# k-means clustering 
- Author: Kianoosh Vadaei 
- Dataset: MNIST



In [1]:
import numpy as np
from PIL import Image

**Code Description:**

This code processes a set of five images representing handwritten digits from the USPS dataset. Each image is divided into non-overlapping 16x16 submatrices, which are then flattened into vectors. These vectors are collected into a NumPy array called 'datas'. The final output reveals the shape of the 'datas' array, indicating the number of vectors and the size of each vector.

In [None]:
all_vectors= []
for i in range(5):
    img = Image.open(f'./usps_{i+1}.jpg')
    img_array = np.array(img)
    row_size , column_size = img_array.shape
    for row_start in range(0,row_size , 16):
        for col_start in range(0, column_size, 16):
            # Extract the 16*16 submatrix
            submatrix = img_array[row_start:row_start + 16, col_start:col_start + 16]
            flattened_vec = submatrix.flatten()
            all_vectors.append(flattened_vec)
datas = np.array(all_vectors)
datas.shape

**Code Description:**


This Python code implements the k-means clustering algorithm with the following functions:

initialize_centroids(data, k): Randomly selects k data points as initial centroids.

assign_to_clusters(data, centroids): Assigns each data point to the nearest centroid, forming clusters.

update_centroids(data, labels, k): Calculates new centroids based on the mean of data points in each cluster.

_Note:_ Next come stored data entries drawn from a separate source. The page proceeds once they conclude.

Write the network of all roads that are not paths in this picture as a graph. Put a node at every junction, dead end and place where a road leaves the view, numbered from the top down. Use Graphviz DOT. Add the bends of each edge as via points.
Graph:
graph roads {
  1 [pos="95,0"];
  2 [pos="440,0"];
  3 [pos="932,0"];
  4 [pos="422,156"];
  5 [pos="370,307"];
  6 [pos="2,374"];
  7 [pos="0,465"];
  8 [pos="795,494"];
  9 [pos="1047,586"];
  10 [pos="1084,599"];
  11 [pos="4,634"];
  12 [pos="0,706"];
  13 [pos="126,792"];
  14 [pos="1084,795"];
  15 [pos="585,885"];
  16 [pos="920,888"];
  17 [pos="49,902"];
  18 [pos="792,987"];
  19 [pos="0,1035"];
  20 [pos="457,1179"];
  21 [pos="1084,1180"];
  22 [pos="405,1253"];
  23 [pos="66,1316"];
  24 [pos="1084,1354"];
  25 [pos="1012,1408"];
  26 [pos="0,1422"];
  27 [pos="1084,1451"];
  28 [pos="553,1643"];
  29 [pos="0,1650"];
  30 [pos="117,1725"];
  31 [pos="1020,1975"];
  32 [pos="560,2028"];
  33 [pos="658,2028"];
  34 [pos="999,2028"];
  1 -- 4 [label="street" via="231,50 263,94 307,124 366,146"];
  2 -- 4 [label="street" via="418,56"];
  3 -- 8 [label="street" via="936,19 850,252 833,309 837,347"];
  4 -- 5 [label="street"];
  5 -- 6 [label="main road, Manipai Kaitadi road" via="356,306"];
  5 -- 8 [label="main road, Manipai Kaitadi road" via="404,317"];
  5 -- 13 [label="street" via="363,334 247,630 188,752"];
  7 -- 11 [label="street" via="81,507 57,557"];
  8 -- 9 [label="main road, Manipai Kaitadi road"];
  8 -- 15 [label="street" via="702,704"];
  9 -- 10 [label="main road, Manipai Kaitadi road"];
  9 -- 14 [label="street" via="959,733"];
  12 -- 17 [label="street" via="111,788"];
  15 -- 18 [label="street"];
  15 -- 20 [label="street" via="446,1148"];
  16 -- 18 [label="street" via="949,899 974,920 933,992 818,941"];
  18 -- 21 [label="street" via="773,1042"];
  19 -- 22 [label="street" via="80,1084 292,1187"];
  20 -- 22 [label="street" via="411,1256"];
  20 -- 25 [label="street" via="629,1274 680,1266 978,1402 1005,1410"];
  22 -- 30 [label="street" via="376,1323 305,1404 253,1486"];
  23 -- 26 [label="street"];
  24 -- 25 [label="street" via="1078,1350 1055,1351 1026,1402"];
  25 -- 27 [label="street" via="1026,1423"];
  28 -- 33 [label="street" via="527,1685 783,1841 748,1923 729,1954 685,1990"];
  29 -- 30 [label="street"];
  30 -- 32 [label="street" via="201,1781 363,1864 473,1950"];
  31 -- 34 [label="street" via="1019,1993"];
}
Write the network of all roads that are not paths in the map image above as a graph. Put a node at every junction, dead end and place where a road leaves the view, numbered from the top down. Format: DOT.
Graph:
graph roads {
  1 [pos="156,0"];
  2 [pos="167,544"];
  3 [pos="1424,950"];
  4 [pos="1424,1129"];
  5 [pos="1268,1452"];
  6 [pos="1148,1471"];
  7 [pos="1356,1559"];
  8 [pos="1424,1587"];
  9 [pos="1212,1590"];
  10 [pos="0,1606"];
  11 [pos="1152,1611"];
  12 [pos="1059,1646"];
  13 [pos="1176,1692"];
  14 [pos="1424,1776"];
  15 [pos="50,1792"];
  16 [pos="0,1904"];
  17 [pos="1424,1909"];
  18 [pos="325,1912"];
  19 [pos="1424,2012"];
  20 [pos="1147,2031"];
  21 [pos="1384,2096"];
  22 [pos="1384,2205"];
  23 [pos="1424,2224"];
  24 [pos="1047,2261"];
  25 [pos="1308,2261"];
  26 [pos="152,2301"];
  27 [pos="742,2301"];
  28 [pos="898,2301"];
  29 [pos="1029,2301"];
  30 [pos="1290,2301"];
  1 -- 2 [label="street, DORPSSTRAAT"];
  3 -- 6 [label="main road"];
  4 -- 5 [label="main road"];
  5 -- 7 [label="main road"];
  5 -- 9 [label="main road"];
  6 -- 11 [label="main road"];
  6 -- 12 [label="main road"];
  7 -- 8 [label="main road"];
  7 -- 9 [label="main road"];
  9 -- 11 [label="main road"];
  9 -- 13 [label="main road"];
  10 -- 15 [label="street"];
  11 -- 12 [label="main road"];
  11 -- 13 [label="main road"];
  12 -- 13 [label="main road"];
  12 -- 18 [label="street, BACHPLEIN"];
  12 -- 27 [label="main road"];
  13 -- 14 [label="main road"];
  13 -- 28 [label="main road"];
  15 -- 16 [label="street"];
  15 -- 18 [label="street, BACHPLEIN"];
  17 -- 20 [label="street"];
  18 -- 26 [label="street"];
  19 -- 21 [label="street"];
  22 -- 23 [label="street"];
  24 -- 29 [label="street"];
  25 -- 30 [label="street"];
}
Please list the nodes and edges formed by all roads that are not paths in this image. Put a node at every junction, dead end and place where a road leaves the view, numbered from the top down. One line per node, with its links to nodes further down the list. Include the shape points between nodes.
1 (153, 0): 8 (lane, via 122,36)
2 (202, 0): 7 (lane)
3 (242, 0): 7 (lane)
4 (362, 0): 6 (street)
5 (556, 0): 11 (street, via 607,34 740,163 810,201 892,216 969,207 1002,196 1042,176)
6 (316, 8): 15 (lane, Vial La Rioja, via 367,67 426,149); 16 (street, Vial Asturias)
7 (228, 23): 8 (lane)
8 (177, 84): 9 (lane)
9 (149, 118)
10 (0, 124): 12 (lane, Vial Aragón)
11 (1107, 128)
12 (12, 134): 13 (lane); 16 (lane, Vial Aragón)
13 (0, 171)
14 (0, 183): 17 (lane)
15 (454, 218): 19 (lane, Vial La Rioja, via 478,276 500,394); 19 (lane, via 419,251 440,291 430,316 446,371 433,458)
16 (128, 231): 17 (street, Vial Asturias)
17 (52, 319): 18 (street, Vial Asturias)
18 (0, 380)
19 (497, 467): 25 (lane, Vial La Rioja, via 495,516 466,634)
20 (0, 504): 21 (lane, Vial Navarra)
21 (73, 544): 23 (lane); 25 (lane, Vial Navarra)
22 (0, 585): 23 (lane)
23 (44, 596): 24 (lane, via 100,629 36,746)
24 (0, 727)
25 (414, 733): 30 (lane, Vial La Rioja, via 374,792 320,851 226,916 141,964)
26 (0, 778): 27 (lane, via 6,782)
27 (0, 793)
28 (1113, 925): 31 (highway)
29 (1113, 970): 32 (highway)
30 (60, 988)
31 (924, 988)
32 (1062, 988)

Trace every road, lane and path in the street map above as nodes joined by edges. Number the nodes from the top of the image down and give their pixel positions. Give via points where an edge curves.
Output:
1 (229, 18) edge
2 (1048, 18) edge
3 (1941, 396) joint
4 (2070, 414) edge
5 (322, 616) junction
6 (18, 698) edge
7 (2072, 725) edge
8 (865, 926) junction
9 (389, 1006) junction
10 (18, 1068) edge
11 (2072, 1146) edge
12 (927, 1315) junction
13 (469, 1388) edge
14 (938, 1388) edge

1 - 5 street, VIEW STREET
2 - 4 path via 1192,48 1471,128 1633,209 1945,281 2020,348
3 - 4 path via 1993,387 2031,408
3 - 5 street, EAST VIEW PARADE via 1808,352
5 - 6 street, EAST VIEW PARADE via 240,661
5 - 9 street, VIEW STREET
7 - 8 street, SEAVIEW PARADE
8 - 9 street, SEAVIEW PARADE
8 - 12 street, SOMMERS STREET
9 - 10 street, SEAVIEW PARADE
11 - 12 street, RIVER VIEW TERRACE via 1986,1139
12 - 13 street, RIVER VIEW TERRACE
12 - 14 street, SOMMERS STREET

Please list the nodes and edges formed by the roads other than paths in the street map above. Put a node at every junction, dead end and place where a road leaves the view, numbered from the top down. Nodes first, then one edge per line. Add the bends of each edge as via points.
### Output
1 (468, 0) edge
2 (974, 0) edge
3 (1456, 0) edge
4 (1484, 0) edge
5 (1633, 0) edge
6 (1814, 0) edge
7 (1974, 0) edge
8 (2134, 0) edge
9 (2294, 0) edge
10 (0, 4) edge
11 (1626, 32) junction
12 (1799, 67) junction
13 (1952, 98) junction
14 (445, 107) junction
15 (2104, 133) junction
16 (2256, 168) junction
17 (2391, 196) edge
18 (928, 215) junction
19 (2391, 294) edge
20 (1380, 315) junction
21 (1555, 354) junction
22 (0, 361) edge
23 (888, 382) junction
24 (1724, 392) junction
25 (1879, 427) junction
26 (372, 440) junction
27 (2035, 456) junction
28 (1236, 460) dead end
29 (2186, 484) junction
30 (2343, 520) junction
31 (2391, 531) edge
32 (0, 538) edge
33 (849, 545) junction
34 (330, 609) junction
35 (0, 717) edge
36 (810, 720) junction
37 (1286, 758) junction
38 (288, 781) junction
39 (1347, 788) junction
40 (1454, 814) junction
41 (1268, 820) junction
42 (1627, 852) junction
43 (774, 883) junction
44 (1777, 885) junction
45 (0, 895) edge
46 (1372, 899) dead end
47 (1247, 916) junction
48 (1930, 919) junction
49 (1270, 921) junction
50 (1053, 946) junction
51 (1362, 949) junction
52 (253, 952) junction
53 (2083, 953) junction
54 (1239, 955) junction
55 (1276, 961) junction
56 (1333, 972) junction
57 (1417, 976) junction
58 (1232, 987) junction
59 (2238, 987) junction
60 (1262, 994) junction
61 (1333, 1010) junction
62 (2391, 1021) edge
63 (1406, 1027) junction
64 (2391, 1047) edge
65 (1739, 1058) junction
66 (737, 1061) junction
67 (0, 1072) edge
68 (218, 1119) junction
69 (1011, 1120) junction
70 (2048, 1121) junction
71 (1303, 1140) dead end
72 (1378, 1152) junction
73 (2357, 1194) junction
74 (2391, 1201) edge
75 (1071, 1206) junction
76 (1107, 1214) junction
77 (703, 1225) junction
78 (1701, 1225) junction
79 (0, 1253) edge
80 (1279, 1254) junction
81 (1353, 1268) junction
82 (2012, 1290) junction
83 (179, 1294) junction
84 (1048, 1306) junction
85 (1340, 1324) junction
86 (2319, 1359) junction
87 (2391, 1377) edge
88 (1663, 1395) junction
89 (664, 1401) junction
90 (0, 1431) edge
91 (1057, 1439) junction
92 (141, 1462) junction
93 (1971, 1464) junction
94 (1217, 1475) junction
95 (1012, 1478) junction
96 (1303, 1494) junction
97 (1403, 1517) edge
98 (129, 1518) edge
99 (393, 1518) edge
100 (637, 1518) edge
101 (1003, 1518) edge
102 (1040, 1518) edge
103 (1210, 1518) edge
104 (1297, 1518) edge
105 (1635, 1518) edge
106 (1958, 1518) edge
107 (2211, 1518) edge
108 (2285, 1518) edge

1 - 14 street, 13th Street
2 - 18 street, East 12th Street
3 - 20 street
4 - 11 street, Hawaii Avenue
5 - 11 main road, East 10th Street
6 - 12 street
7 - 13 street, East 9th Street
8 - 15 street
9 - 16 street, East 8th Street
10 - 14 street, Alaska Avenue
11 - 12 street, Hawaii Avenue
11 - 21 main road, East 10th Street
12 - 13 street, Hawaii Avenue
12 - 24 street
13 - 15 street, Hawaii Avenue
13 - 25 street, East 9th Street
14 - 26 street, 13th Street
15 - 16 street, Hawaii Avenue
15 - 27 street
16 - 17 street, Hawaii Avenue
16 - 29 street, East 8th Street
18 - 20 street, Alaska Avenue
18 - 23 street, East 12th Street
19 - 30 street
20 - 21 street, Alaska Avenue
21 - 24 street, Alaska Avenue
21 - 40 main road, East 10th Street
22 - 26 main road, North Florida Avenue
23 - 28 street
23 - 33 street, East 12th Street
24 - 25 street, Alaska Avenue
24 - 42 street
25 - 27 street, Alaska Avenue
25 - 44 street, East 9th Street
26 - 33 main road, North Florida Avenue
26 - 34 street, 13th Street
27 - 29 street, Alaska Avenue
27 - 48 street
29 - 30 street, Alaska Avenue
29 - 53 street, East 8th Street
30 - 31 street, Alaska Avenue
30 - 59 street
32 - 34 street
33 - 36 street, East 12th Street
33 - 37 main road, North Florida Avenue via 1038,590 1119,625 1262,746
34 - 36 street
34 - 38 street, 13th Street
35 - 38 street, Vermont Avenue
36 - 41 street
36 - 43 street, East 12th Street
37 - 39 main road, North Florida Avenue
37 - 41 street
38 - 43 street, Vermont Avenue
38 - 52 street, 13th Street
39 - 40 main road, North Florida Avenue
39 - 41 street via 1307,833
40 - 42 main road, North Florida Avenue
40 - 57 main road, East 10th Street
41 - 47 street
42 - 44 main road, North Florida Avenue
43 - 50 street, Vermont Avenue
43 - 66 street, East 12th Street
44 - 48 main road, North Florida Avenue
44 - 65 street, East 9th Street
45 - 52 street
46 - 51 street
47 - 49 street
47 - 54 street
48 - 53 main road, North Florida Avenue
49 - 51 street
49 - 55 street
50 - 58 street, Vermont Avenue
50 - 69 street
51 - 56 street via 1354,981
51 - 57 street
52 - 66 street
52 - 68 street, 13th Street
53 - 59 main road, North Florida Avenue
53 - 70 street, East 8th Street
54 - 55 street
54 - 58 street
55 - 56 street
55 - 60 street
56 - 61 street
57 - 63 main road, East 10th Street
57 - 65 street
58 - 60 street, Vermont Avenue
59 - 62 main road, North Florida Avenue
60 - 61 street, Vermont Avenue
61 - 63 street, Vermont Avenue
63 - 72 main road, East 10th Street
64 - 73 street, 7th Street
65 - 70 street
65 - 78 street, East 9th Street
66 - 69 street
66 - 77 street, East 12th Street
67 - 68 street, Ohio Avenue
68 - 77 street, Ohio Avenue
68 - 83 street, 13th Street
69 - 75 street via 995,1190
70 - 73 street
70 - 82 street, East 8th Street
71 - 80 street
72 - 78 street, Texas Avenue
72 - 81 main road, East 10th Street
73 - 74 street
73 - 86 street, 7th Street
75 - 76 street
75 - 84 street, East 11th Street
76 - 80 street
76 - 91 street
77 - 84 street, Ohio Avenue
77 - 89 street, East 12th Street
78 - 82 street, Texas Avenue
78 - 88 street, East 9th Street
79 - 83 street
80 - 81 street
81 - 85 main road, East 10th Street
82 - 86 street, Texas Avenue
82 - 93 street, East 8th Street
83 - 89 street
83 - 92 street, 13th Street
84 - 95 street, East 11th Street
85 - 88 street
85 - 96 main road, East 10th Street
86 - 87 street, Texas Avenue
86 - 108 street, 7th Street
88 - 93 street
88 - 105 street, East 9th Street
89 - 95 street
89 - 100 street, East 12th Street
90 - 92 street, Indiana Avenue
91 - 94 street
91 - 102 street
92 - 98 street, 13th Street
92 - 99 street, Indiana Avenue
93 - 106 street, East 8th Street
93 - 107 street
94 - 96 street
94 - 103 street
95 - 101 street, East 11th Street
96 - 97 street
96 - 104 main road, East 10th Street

kmeans(data, k, max_iters=100): Performs the k-means algorithm, iterating until convergence or reaching a maximum of 100 iterations. Returns the final centroids and cluster labels.

In [None]:
def initialize_centroids(data, k):
    indices = np.random.choice(len(data), k, replace=False)
    return data[indices]

def assign_to_clusters(data, centroids):
    distances = np.linalg.norm(data[:, np.newaxis] - centroids, axis=2)
    return np.argmin(distances, axis=1)

def update_centroids(data, labels, k):
    new_centroids = np.zeros((k, data.shape[1]))
    for i in range(k):
        cluster_points = data[labels == i]
        if len(cluster_points) > 0:
            new_centroids[i] = np.mean(cluster_points, axis=0)
    return new_centroids

def kmeans(data, k, max_iters=100):
    centroids = initialize_centroids(data, k)
    
    for _ in range(max_iters):
        labels = assign_to_clusters(data, centroids)
        new_centroids = update_centroids(data, labels, k)
        
        # Check for convergence
        if np.array_equal(centroids, new_centroids):
            break
        
        centroids = new_centroids
    
    return centroids, labels

**Code Description:**

This code applies k-means clustering with k=5 to the dataset datas and prints the final centroids and cluster labels.

In [None]:
k = 5

# Run k-means clustering
centroids, labels = kmeans(datas, k)

print("Final Centroids:\n", centroids)
print("Labels:\n", labels)

**Code Description:**

This code creates and saves images for each of the k=5 centroids obtained from k-means clustering.

In [None]:
for i in range(k):
    tmp_centroid = centroids[i,:]
    centroid_matrix = tmp_centroid.reshape((16,16))
    image_data = np.uint8(centroid_matrix)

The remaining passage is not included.